Did you know Australia is home to the world’s largest and smallest species of freshwater crayfish?

Stand by for an invasion of ‘crusty’ (and some not-so-crusty) specialists as the Crustacean Society and International Association of Astacology hold their mid-year conference at the Australian Museum this week.

The conference attracts scientists from the world over to share the latest research findings on all aspects of crustacean biology.

In case you were wondering, astacology is the study of crayfish, some of the most conspicuous of the crustaceans, but this diverse group also includes wood lice, barnacles and waterfleas, among many others.

Antarctic amphipod
An amphipod crustacean collected during an expedition to the Antarctic aboard the Aurora Australis. Image: Keith Martin-Smith
© Australian Antarctic Division, CSIRO

Keynote speaker Professor Justin Marshall of the University of Queensland explores the role of light in shaping visual ecology. ‘My principle aim is to understand how other animals perceive their environment’, Justin says.

For this work Justin focuses on the photogenic mantis shrimps, coral reef dwellers which reputedly have the most complex visual systems of any creature. In fact, unraveling how this all works in the mantis shrimps has led to potential technological advances in DVD design.

Justin also runs the Deep Australia Project, which is bringing research submersibles and high-tech deep-sea capability to Australia, and CoralWatch, the world’s largest citizen-science-based coral health assessment program involving 80 countries and 12 languages.
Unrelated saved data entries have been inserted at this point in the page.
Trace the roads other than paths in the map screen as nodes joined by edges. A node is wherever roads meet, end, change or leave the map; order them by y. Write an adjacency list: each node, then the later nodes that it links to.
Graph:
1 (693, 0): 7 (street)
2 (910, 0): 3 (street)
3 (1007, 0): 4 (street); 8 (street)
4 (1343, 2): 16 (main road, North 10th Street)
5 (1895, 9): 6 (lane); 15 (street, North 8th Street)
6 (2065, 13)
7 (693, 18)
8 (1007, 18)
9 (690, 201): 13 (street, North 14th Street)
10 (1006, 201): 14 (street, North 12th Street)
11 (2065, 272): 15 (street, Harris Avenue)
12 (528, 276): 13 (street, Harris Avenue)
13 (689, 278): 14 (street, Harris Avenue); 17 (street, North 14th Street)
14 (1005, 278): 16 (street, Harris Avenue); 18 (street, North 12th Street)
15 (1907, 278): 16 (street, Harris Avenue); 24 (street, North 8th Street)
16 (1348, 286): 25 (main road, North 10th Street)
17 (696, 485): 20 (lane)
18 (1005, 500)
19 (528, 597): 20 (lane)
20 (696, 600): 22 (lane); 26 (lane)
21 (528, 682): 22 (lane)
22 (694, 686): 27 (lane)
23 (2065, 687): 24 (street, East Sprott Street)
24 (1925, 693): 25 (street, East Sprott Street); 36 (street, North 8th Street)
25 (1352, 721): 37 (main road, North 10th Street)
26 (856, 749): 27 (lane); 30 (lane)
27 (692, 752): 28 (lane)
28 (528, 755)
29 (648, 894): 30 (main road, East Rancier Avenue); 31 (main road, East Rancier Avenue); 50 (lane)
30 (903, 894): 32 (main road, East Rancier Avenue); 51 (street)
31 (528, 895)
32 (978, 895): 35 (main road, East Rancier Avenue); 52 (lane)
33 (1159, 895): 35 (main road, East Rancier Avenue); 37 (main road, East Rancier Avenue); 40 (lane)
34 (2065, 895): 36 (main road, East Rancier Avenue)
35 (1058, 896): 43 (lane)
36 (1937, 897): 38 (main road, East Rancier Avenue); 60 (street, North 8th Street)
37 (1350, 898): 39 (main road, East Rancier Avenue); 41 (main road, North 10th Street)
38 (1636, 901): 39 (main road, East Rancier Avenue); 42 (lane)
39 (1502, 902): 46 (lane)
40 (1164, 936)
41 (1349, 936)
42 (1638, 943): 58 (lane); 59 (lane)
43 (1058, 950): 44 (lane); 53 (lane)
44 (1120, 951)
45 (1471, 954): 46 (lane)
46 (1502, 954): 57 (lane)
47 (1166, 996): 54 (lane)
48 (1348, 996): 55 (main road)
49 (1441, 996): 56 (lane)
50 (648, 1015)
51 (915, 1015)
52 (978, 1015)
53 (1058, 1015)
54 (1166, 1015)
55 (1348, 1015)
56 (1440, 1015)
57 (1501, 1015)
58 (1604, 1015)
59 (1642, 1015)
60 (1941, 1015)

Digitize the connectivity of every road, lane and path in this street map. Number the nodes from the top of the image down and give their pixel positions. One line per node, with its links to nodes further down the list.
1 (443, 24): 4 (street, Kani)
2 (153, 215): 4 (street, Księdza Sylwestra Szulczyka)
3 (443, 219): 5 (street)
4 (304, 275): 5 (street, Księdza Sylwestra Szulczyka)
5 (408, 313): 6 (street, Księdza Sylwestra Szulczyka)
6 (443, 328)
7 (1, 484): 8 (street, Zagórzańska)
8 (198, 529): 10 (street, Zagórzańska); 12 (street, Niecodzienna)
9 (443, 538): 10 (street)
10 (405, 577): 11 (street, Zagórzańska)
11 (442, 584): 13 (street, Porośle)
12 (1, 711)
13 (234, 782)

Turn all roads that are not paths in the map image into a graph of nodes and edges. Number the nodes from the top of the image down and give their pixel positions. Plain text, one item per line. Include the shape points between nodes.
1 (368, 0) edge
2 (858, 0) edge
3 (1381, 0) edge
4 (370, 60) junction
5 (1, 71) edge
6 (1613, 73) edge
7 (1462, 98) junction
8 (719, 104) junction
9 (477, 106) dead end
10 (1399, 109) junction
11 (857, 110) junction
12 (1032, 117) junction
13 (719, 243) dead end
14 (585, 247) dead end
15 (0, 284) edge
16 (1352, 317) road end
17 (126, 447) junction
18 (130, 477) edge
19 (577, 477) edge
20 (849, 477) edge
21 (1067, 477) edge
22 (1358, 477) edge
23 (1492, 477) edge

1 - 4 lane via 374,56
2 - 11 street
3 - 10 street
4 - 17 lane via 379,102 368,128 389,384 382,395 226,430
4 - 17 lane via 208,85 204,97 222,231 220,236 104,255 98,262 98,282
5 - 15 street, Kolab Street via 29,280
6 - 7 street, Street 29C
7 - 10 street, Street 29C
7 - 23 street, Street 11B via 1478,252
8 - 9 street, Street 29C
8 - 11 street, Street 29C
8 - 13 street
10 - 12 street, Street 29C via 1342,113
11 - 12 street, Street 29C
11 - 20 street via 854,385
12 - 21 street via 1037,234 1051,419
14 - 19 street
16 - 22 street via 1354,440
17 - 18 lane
Keynote speaker Ronald Jenner from the Natural History Museum, London, investigates venom throughout the animal kingdom. Yes, it seems that some crustaceans are indeed venomous (though not poisonous – you can eat them, but don’t let them eat you!). He’ll be discussing the evolution of venom and what it can tell us about animal evolution.

Associate Professor Alastair Richardson is another keynote speaker who lectures on Australian freshwater crayfish, including the Tasmanian Giant Freshwater Lobster. After a 35-year career at the University of Tasmania, Alastair now works on the conservation and management of crayfish and is Academic Director of the Bookend Trust, a not-for-profit environmental educational trust.

The Australian Museum Research Institute’s Dr Shane Ahyong, another mantis shrimp aficionado, has played a central role in bringing this year’s conference to Sydney and the Australian Museum (which holds the most extensive crustacean collection in the Southern Hemisphere).

’I hope this will be a meeting of minds that pushes our knowledge and scientific outcomes, as well as the chance to have a bit of fun’, Shane says.